> Collected data entries

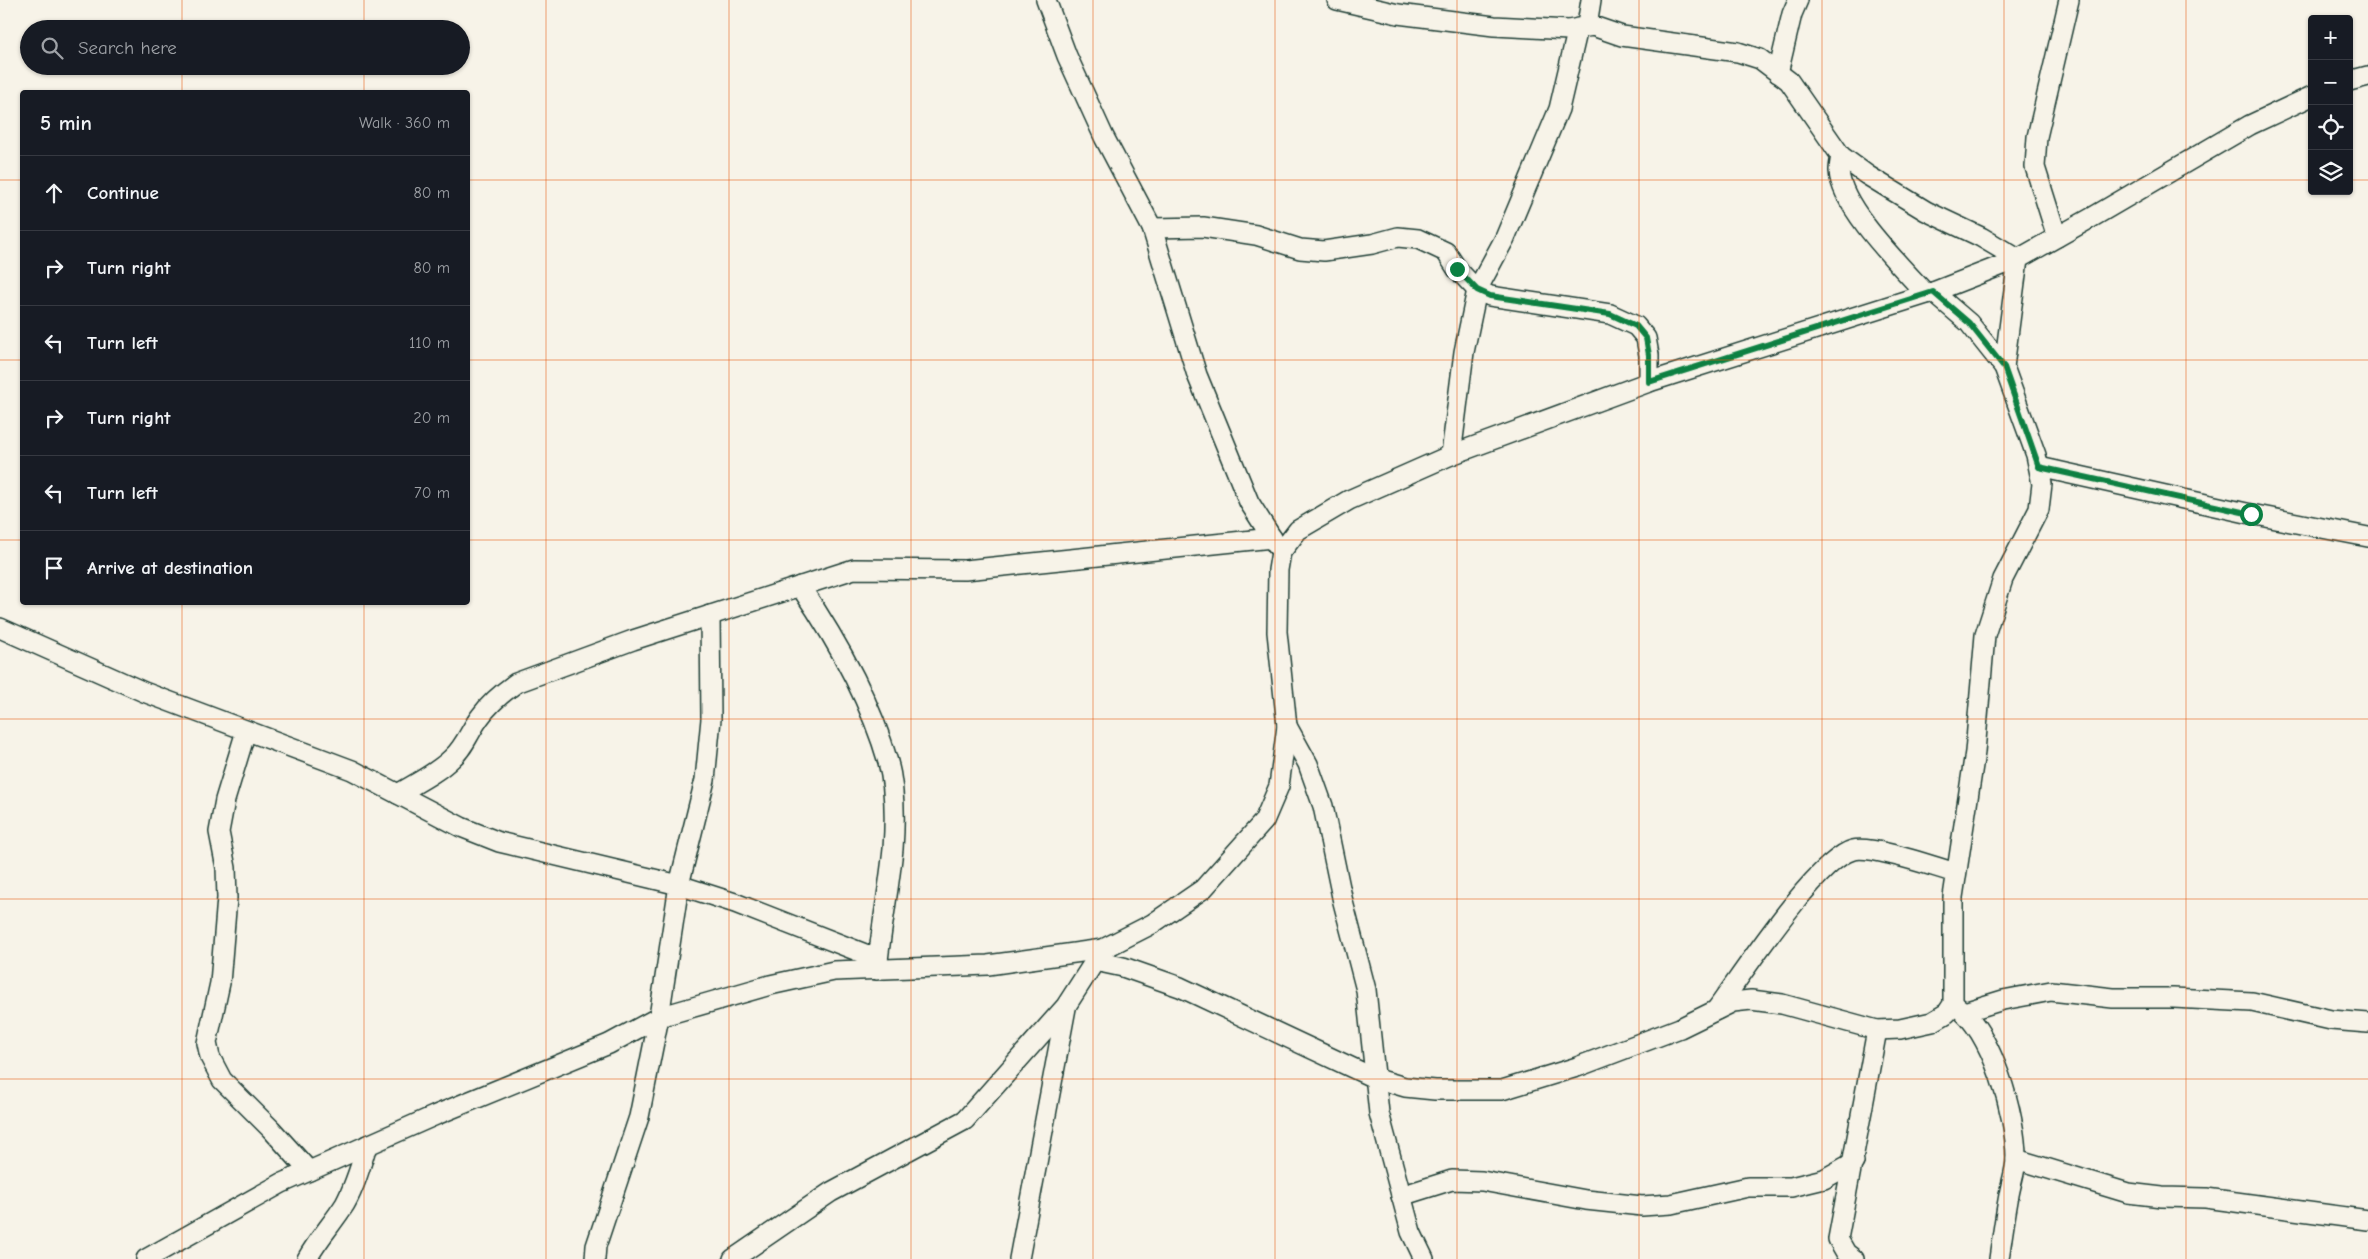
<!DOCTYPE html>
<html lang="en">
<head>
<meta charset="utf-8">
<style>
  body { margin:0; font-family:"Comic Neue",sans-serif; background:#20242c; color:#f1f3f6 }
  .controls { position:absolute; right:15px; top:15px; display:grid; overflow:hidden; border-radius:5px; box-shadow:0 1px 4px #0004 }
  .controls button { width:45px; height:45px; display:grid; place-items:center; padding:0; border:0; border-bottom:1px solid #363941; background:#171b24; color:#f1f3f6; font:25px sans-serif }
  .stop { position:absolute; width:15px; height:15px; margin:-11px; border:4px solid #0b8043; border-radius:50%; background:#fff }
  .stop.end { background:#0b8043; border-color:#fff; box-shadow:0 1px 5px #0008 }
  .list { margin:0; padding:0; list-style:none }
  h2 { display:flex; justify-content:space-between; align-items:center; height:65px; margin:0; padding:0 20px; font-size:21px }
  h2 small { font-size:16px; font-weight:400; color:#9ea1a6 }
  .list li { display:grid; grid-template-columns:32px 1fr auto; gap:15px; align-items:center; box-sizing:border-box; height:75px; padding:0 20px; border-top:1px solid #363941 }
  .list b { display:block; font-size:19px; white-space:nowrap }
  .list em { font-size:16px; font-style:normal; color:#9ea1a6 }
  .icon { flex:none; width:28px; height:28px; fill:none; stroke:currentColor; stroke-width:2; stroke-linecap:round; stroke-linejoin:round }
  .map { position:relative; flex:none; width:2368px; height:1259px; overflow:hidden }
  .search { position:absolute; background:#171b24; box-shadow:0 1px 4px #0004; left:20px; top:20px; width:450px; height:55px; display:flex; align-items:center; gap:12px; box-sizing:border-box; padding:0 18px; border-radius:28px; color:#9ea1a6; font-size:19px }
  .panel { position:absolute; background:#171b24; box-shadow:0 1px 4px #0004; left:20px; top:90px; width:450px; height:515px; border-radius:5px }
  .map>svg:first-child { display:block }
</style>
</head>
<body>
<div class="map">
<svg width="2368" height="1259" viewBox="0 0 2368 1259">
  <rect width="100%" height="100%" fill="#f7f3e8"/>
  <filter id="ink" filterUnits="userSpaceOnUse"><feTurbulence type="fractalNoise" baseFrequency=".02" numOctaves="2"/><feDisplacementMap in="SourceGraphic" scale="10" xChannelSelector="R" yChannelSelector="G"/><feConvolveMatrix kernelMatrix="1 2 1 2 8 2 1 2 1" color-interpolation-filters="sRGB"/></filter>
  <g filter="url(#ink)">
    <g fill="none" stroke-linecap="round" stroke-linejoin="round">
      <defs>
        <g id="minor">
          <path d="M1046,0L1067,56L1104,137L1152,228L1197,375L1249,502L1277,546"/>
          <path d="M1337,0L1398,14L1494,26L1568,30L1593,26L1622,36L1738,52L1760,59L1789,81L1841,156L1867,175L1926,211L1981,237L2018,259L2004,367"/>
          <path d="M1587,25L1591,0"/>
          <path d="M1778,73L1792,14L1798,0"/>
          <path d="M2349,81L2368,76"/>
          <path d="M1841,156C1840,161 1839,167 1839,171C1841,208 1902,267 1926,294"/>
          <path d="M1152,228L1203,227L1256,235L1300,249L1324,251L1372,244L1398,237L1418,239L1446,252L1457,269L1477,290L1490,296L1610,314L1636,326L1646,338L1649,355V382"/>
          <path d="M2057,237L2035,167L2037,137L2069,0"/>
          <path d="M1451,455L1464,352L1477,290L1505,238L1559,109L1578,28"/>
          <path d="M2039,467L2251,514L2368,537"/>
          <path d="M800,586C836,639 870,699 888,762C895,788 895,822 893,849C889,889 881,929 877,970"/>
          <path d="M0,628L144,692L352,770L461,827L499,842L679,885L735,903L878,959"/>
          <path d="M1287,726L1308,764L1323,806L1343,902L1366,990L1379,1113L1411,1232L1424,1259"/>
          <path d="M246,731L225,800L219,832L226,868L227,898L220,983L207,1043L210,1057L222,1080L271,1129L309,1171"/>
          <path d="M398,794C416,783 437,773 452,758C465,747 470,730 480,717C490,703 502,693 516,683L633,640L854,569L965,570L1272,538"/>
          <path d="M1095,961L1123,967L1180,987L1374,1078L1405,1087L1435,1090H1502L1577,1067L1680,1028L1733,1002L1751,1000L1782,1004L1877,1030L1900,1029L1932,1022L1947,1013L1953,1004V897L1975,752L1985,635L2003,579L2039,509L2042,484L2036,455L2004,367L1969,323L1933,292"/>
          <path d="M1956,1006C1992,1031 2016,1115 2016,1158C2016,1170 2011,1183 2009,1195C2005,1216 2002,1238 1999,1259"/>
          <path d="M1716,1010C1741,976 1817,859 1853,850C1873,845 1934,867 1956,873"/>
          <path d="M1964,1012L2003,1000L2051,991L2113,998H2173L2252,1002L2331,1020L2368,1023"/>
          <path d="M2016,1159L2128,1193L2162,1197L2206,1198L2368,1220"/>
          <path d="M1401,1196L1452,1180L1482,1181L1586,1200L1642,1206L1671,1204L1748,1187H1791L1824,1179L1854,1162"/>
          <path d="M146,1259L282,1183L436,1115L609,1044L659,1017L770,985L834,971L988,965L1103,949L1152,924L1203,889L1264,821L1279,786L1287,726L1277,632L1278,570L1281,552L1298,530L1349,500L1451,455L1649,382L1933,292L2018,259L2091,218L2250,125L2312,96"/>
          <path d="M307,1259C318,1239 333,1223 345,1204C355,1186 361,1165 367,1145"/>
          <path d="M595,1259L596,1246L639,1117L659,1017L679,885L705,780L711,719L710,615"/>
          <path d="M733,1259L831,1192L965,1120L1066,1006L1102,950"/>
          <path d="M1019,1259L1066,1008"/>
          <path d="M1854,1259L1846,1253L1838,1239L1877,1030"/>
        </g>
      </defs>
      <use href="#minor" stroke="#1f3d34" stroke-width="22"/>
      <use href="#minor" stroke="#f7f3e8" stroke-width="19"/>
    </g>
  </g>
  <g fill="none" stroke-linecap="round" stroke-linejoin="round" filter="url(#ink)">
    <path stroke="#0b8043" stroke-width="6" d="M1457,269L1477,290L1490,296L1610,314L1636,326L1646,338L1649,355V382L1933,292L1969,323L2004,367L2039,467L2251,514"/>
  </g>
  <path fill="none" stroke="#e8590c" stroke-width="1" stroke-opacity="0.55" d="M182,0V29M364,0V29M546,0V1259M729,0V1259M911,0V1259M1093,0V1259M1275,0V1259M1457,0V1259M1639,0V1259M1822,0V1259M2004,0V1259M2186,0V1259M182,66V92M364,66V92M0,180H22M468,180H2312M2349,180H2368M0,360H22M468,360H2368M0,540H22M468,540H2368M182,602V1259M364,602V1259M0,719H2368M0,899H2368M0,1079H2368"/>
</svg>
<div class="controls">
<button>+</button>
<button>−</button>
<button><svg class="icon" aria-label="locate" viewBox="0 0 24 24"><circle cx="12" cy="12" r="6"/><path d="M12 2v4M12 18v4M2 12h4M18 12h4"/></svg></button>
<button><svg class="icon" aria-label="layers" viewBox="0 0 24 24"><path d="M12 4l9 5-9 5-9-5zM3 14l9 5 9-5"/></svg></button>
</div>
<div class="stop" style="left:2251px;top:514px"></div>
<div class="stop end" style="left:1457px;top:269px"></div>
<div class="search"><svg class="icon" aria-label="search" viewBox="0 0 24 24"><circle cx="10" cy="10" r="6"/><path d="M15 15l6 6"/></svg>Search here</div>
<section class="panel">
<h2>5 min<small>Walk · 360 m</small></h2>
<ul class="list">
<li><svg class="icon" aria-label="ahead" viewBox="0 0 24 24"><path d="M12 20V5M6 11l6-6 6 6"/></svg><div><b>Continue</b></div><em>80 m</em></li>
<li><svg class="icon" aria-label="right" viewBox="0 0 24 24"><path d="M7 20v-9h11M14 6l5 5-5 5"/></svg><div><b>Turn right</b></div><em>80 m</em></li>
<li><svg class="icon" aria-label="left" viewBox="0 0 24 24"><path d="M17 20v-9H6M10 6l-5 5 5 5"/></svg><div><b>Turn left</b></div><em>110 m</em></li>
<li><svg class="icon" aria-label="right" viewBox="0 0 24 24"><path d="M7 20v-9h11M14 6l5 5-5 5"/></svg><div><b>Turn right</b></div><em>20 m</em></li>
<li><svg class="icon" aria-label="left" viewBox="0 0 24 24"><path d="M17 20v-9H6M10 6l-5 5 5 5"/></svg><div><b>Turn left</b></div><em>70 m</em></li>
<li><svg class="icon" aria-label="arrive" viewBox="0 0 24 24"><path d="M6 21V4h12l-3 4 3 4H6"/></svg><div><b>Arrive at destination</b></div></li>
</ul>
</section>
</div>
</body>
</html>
---
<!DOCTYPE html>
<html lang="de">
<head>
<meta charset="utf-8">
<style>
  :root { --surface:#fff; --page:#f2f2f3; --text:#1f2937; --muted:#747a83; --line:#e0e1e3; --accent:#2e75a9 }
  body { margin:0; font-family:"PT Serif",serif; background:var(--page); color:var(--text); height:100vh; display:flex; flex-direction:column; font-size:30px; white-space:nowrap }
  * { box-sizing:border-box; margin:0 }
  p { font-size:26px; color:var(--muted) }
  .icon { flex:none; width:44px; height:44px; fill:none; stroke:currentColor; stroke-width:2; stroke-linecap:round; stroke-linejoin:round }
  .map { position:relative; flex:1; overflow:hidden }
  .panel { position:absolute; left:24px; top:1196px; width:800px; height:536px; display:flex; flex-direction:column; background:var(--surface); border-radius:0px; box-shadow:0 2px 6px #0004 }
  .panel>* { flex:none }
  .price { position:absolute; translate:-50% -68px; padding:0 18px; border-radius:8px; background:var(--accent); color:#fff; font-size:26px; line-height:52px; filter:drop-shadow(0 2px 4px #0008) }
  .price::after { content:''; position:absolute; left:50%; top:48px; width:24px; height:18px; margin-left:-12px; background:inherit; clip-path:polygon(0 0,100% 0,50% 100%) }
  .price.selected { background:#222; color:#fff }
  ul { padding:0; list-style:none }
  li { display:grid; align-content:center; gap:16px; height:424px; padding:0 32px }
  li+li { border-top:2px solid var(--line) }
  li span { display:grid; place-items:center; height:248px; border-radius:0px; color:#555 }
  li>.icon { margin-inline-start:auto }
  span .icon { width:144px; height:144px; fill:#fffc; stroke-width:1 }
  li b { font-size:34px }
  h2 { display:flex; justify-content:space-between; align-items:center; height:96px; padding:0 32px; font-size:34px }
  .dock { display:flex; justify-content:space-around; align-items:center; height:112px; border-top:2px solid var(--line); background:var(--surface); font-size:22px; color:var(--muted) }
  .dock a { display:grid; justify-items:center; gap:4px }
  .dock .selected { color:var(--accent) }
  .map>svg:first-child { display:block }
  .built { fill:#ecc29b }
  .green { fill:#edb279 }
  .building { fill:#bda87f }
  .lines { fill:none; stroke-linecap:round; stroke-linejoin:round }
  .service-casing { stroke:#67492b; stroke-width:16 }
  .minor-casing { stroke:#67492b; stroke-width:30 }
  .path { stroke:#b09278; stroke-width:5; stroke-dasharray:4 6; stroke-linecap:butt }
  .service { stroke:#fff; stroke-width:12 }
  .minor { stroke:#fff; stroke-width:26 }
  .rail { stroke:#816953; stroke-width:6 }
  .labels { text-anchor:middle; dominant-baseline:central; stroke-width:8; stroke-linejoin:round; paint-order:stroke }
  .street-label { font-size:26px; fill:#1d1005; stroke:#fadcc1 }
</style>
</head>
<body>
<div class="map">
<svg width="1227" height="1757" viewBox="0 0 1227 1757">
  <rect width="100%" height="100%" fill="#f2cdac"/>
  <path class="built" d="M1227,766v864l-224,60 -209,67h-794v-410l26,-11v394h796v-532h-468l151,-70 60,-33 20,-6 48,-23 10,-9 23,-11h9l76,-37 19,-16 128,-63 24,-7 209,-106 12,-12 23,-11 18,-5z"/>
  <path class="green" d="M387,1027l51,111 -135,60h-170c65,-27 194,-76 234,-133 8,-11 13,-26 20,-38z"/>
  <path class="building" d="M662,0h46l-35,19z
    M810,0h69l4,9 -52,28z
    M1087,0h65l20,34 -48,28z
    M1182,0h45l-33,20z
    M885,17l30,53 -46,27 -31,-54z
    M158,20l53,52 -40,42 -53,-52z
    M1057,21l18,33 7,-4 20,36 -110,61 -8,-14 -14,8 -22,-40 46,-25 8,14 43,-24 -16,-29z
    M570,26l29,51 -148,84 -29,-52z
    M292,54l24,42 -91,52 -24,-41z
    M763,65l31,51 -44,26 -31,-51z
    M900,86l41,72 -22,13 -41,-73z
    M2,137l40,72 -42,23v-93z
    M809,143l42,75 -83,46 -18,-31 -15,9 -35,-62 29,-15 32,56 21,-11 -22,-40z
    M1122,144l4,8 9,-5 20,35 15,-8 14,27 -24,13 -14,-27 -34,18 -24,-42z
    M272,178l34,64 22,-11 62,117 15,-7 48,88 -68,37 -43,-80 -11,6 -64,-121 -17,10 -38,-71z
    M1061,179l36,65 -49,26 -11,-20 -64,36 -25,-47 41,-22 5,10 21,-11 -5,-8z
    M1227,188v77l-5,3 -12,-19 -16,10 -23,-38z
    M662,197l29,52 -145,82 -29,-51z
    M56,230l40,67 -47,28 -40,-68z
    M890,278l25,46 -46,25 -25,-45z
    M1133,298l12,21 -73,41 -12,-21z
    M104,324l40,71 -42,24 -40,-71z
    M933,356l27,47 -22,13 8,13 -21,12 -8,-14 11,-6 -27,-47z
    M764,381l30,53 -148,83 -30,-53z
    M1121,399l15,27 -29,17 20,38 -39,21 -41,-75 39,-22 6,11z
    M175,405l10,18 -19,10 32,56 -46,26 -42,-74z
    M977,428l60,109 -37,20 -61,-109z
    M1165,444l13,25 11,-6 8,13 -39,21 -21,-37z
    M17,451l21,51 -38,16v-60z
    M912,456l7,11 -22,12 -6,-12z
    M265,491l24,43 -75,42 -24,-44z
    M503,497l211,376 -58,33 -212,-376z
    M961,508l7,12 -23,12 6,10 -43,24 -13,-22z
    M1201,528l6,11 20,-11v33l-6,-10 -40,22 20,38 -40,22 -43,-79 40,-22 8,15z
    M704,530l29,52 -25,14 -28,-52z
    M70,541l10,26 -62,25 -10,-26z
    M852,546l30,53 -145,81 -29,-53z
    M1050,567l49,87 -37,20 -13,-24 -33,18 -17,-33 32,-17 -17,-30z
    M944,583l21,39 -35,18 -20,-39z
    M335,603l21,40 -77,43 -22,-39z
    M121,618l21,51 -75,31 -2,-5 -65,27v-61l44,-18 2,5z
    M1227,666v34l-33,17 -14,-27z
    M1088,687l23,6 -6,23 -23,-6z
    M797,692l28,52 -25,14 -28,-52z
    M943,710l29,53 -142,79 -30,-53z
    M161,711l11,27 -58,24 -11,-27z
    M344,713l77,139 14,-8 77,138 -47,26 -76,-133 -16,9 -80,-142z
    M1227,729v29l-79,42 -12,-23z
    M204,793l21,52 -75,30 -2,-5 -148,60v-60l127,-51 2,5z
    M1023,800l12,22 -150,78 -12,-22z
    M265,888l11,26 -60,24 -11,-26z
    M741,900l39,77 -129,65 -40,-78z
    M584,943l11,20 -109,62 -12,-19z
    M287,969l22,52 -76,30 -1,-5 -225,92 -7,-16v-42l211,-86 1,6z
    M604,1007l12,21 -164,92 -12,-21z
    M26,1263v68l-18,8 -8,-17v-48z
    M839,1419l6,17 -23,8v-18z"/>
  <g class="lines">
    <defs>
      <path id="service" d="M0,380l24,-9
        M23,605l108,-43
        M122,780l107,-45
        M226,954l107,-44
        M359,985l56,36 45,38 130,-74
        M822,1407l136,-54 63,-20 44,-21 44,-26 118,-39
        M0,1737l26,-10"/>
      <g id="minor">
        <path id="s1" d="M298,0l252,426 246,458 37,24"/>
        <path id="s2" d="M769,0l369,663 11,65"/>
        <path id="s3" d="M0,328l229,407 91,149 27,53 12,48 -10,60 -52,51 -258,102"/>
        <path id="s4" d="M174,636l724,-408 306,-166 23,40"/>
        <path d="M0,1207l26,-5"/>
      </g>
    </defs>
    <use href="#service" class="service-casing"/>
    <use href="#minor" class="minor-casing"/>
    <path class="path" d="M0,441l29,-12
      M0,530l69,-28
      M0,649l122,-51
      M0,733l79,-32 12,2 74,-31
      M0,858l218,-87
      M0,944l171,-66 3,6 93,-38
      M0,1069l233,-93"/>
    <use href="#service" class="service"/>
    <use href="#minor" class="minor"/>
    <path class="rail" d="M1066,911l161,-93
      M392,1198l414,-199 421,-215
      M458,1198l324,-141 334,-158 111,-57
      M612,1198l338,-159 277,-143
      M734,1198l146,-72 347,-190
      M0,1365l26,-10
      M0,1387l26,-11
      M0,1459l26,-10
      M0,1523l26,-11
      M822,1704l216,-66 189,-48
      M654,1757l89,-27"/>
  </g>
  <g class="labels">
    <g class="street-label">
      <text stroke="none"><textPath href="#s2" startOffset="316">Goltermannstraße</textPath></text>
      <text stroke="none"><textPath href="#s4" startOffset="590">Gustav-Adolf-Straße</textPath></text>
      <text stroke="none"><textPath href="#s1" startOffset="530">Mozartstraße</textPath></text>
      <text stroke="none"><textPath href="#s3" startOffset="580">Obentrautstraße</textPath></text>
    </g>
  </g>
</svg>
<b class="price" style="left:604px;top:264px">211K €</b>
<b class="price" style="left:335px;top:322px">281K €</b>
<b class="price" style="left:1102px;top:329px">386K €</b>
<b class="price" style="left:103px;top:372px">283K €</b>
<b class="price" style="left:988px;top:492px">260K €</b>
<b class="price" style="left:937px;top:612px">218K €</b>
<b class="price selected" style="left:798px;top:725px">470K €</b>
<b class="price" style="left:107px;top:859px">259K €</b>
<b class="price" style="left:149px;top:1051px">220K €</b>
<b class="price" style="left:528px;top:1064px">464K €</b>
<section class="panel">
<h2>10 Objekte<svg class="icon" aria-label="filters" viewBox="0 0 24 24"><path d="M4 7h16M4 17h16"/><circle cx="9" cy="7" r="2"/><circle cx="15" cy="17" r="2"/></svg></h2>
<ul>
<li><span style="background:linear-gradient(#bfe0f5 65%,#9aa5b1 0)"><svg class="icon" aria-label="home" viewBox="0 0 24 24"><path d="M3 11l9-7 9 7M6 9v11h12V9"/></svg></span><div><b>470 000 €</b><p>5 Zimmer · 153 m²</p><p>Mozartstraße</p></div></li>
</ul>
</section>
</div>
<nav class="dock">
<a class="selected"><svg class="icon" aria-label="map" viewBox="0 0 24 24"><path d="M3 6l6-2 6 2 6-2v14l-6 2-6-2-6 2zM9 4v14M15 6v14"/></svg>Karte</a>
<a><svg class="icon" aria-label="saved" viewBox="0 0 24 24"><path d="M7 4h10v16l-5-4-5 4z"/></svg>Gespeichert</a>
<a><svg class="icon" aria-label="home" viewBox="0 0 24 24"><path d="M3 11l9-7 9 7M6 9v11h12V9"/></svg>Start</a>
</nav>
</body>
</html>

> WHAT IS EXPECTED
Proceeding from the line containing "font-size:26px; fill:#1d1005; stroke:#fadcc1" through the line containing "M17,451l21,51 -38,16v-60z", transcribe the lines above exactly, both end lines included.

> ANSWER BOX
  .street-label { font-size:26px; fill:#1d1005; stroke:#fadcc1 }
</style>
</head>
<body>
<div class="map">
<svg width="1227" height="1757" viewBox="0 0 1227 1757">
  <rect width="100%" height="100%" fill="#f2cdac"/>
  <path class="built" d="M1227,766v864l-224,60 -209,67h-794v-410l26,-11v394h796v-532h-468l151,-70 60,-33 20,-6 48,-23 10,-9 23,-11h9l76,-37 19,-16 128,-63 24,-7 209,-106 12,-12 23,-11 18,-5z"/>
  <path class="green" d="M387,1027l51,111 -135,60h-170c65,-27 194,-76 234,-133 8,-11 13,-26 20,-38z"/>
  <path class="building" d="M662,0h46l-35,19z
    M810,0h69l4,9 -52,28z
    M1087,0h65l20,34 -48,28z
    M1182,0h45l-33,20z
    M885,17l30,53 -46,27 -31,-54z
    M158,20l53,52 -40,42 -53,-52z
    M1057,21l18,33 7,-4 20,36 -110,61 -8,-14 -14,8 -22,-40 46,-25 8,14 43,-24 -16,-29z
    M570,26l29,51 -148,84 -29,-52z
    M292,54l24,42 -91,52 -24,-41z
    M763,65l31,51 -44,26 -31,-51z
    M900,86l41,72 -22,13 -41,-73z
    M2,137l40,72 -42,23v-93z
    M809,143l42,75 -83,46 -18,-31 -15,9 -35,-62 29,-15 32,56 21,-11 -22,-40z
    M1122,144l4,8 9,-5 20,35 15,-8 14,27 -24,13 -14,-27 -34,18 -24,-42z
    M272,178l34,64 22,-11 62,117 15,-7 48,88 -68,37 -43,-80 -11,6 -64,-121 -17,10 -38,-71z
    M1061,179l36,65 -49,26 -11,-20 -64,36 -25,-47 41,-22 5,10 21,-11 -5,-8z
    M1227,188v77l-5,3 -12,-19 -16,10 -23,-38z
    M662,197l29,52 -145,82 -29,-51z
    M56,230l40,67 -47,28 -40,-68z
    M890,278l25,46 -46,25 -25,-45z
    M1133,298l12,21 -73,41 -12,-21z
    M104,324l40,71 -42,24 -40,-71z
    M933,356l27,47 -22,13 8,13 -21,12 -8,-14 11,-6 -27,-47z
    M764,381l30,53 -148,83 -30,-53z
    M1121,399l15,27 -29,17 20,38 -39,21 -41,-75 39,-22 6,11z
    M175,405l10,18 -19,10 32,56 -46,26 -42,-74z
    M977,428l60,109 -37,20 -61,-109z
    M1165,444l13,25 11,-6 8,13 -39,21 -21,-37z
    M17,451l21,51 -38,16v-60z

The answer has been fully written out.